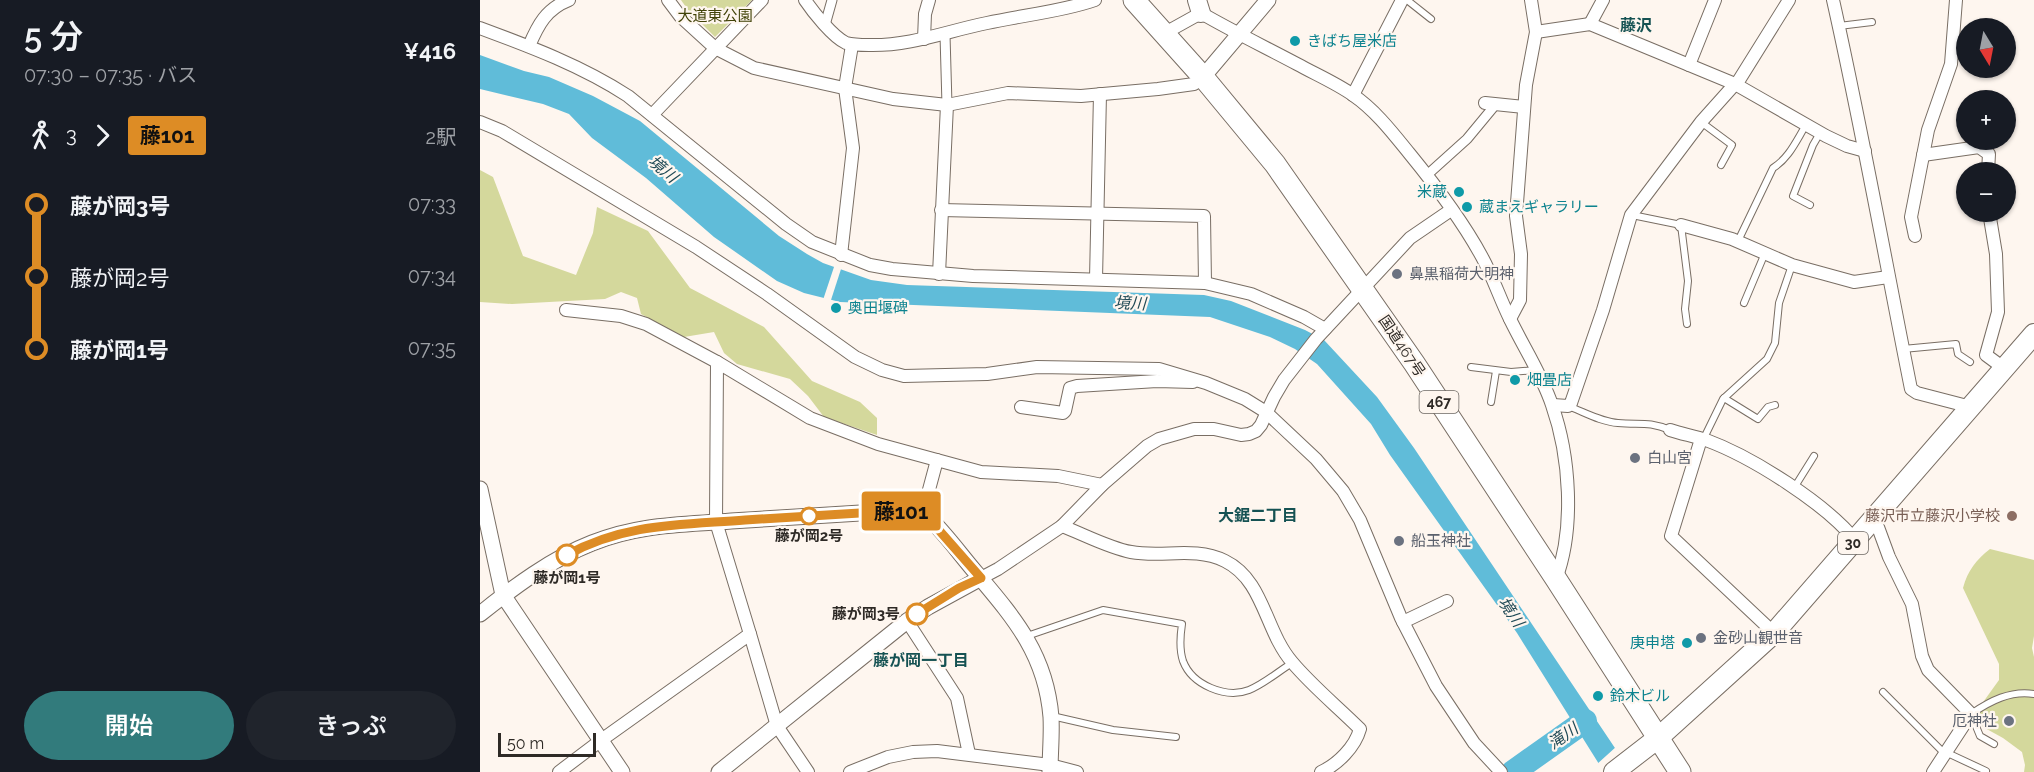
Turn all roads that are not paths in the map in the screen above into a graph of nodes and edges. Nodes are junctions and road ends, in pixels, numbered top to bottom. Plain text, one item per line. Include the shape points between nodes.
1 (569, 0) edge
2 (668, 0) edge
3 (762, 0) edge
4 (805, 0) edge
5 (832, 0) edge
6 (929, 0) edge
7 (1095, 0) edge
8 (1134, 0) edge
9 (1268, 0) edge
10 (1405, 0) edge
11 (1530, 0) edge
12 (1603, 0) edge
13 (1715, 0) edge
14 (1789, 0) edge
15 (1833, 0) edge
16 (1956, 0) edge
17 (1199, 7) edge
18 (1431, 19) dead end
19 (1872, 22) dead end
20 (1590, 24) junction
21 (825, 25) junction
22 (1839, 26) junction
23 (480, 28) edge
24 (1536, 32) junction
25 (1165, 33) junction
26 (1239, 34) junction
27 (945, 35) junction
28 (924, 39) junction
29 (852, 45) junction
30 (529, 46) junction
31 (715, 48) junction
32 (1689, 65) junction
33 (1203, 77) junction
34 (1735, 84) junction
35 (845, 88) junction
36 (1100, 94) junction
37 (1353, 95) junction
38 (1490, 103) joint
39 (947, 105) junction
40 (1524, 107) junction
41 (652, 115) junction
42 (480, 122) edge
43 (1701, 122) junction
44 (1806, 125) junction
45 (1820, 133) junction
46 (1865, 151) junction
47 (1923, 155) junction
48 (1989, 162) edge
49 (1721, 165) dead end
50 (1427, 175) junction
51 (1810, 204) dead end
52 (941, 210) junction
53 (1451, 210) junction
54 (1098, 213) junction
55 (1631, 215) junction
56 (1991, 222) edge
57 (1681, 225) junction
58 (1916, 236) dead end
59 (1738, 241) junction
60 (1765, 253) junction
61 (841, 255) junction
62 (1792, 265) junction
63 (939, 274) junction
64 (1888, 277) junction
65 (1096, 279) junction
66 (1205, 283) junction
67 (1364, 289) junction
68 (1744, 303) dead end
69 (566, 309) dead end
70 (1510, 319) junction
71 (1687, 324) dead end
72 (1325, 329) junction
73 (2034, 334) edge
74 (1903, 349) junction
75 (717, 362) junction
76 (1970, 362) dead end
77 (1471, 367) dead end
78 (2005, 369) junction
79 (1537, 370) junction
80 (1496, 371) junction
81 (1206, 383) junction
82 (1724, 398) junction
83 (1491, 402) dead end
84 (1552, 405) junction
85 (1775, 405) dead end
86 (1021, 406) dead end
87 (1568, 406) junction
88 (1971, 407) junction
89 (1266, 412) junction
90 (1670, 430) joint
91 (1702, 439) junction
92 (1814, 456) dead end
93 (937, 460) junction
94 (1102, 485) junction
95 (1794, 488) junction
96 (480, 489) edge
97 (923, 512) junction
98 (1875, 519) junction
99 (716, 522) junction
100 (1062, 526) junction
101 (1856, 541) junction
102 (981, 578) junction
103 (1556, 579) junction
104 (503, 595) junction
105 (1447, 601) dead end
106 (480, 614) edge
107 (907, 621) junction
108 (1403, 622) junction
109 (1774, 633) junction
110 (750, 634) junction
111 (1026, 636) junction
112 (1293, 663) junction
113 (1883, 692) dead end
114 (2034, 694) edge
115 (1971, 714) junction
116 (1050, 715) junction
117 (777, 726) junction
118 (1176, 737) dead end
119 (1658, 738) junction
120 (600, 741) junction
121 (1994, 744) dead end
122 (969, 754) junction
123 (1945, 754) junction
124 (1050, 768) edge
125 (1986, 771) edge
126 (559, 772) edge
127 (622, 772) edge
128 (719, 772) edge
129 (808, 772) edge
130 (850, 772) edge
131 (1077, 772) edge
132 (1321, 772) edge
133 (1501, 772) edge
134 (1614, 772) edge
135 (1680, 772) edge
136 (1933, 772) edge

1 - 30 street via 542,18
2 - 31 street
3 - 31 street
4 - 21 street
5 - 21 street
6 - 28 street
7 - 27 street via 1043,14 987,22
8 - 25 highway, 国道467号 / 467
9 - 26 street
10 - 18 lane
10 - 37 street
11 - 24 street
12 - 20 street
13 - 32 street
14 - 34 street
15 - 22 street
16 - 47 street via 1951,64
17 - 25 street
17 - 26 street
19 - 22 lane
20 - 24 street
20 - 32 street
21 - 29 street
22 - 46 street
23 - 30 street
24 - 40 street
25 - 33 highway, 国道467号 / 467
26 - 33 street
26 - 37 street
27 - 28 street
27 - 39 street
28 - 29 street
29 - 35 street
30 - 41 street via 603,80
31 - 35 street via 754,68
31 - 41 street
32 - 34 street
33 - 36 street via 1194,84 1158,90
33 - 67 highway, 国道467号 / 467 via 1275,164
34 - 43 street
34 - 44 street
35 - 39 street
35 - 61 street via 853,148
36 - 39 street via 1008,93
36 - 54 street
37 - 50 street via 1375,113
38 - 40 street
38 - 50 street via 1467,139
39 - 52 street
40 - 70 street via 1516,216 1521,254 1520,300
41 - 61 street via 786,224
42 - 81 street via 502,131 696,247 855,357 882,370 923,376 987,374 1037,367 1159,369
43 - 49 lane via 1732,146
43 - 55 street
44 - 45 street
44 - 59 lane via 1790,153 1773,168
45 - 46 street
45 - 51 lane via 1793,196
46 - 64 street
47 - 48 street via 1979,147 1989,154
47 - 58 street via 1911,217
50 - 53 street
52 - 54 street
52 - 63 street
53 - 67 street via 1410,238
53 - 70 street via 1483,260
54 - 65 street
54 - 66 street via 1204,216
55 - 57 lane
55 - 87 street via 1588,358
56 - 78 street via 1998,312 1986,355
57 - 59 street
57 - 71 lane via 1688,281 1684,309
59 - 60 street
60 - 62 street
60 - 68 lane
61 - 63 street via 881,267
62 - 64 street via 1854,282
62 - 82 lane via 1779,303 1775,343 1767,358
63 - 65 street
64 - 74 street
65 - 66 street
66 - 72 street via 1251,294
67 - 72 street
67 - 103 highway, 国道467号 / 467
69 - 75 street via 599,312 646,324
70 - 79 street
72 - 89 street via 1298,360
73 - 78 main road, 30
74 - 76 lane via 1956,344 1958,354
74 - 88 street via 1911,389
75 - 93 street via 810,418 860,438
75 - 99 street
77 - 80 lane
78 - 88 main road, 30
79 - 80 lane
79 - 84 street
80 - 83 lane
81 - 86 street via 1157,381 1077,386 1070,388 1063,412
81 - 89 street
82 - 85 lane via 1758,419
82 - 91 lane
84 - 87 street
84 - 103 street via 1568,479 1565,544
87 - 90 lane via 1606,421 1646,422
88 - 98 main road, 30
89 - 94 street via 1261,425 1249,434 1194,429 1159,439
89 - 108 street via 1316,459 1343,491 1367,534
90 - 91 street
91 - 95 street via 1750,461
91 - 109 street via 1671,536
92 - 95 lane
93 - 94 street via 981,472 1059,476
93 - 97 street
94 - 100 street
95 - 101 street via 1826,511
96 - 104 street
97 - 99 street
97 - 102 street
98 - 101 main road, 30
98 - 115 street via 1888,557 1912,604 1928,670
99 - 104 street via 646,528 591,543 551,563
99 - 110 street
100 - 102 street
100 - 112 street via 1128,552 1207,554 1227,562 1244,574 1253,587 1274,635
101 - 109 main road, 30
102 - 107 street
102 - 111 street
103 - 119 highway, 国道467号 / 467
104 - 106 street
104 - 120 street
105 - 108 street
107 - 117 street
107 - 122 street via 957,698
108 - 133 street via 1449,706 1474,743
109 - 119 main road, 30
110 - 117 street
110 - 120 street
111 - 112 lane via 1103,610 1182,624 1181,651 1192,675 1219,691 1235,693 1249,690
111 - 116 street via 1041,669
112 - 132 street via 1360,729 1343,756
113 - 123 lane
114 - 115 lane via 2016,692
115 - 121 lane via 1980,736
115 - 123 street
116 - 118 lane
116 - 124 street
117 - 128 street
117 - 129 street
119 - 134 main road, 30
119 - 135 highway, 国道467号 / 467
120 - 126 street
120 - 127 street
122 - 124 street
122 - 130 street via 914,752
123 - 125 lane
123 - 136 street
124 - 131 street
=====
● **To do**
Show the lines above with "main".

● **Answer below**
73 - 78 main road, 30
78 - 88 main road, 30
88 - 98 main road, 30
98 - 101 main road, 30
101 - 109 main road, 30
109 - 119 main road, 30
119 - 134 main road, 30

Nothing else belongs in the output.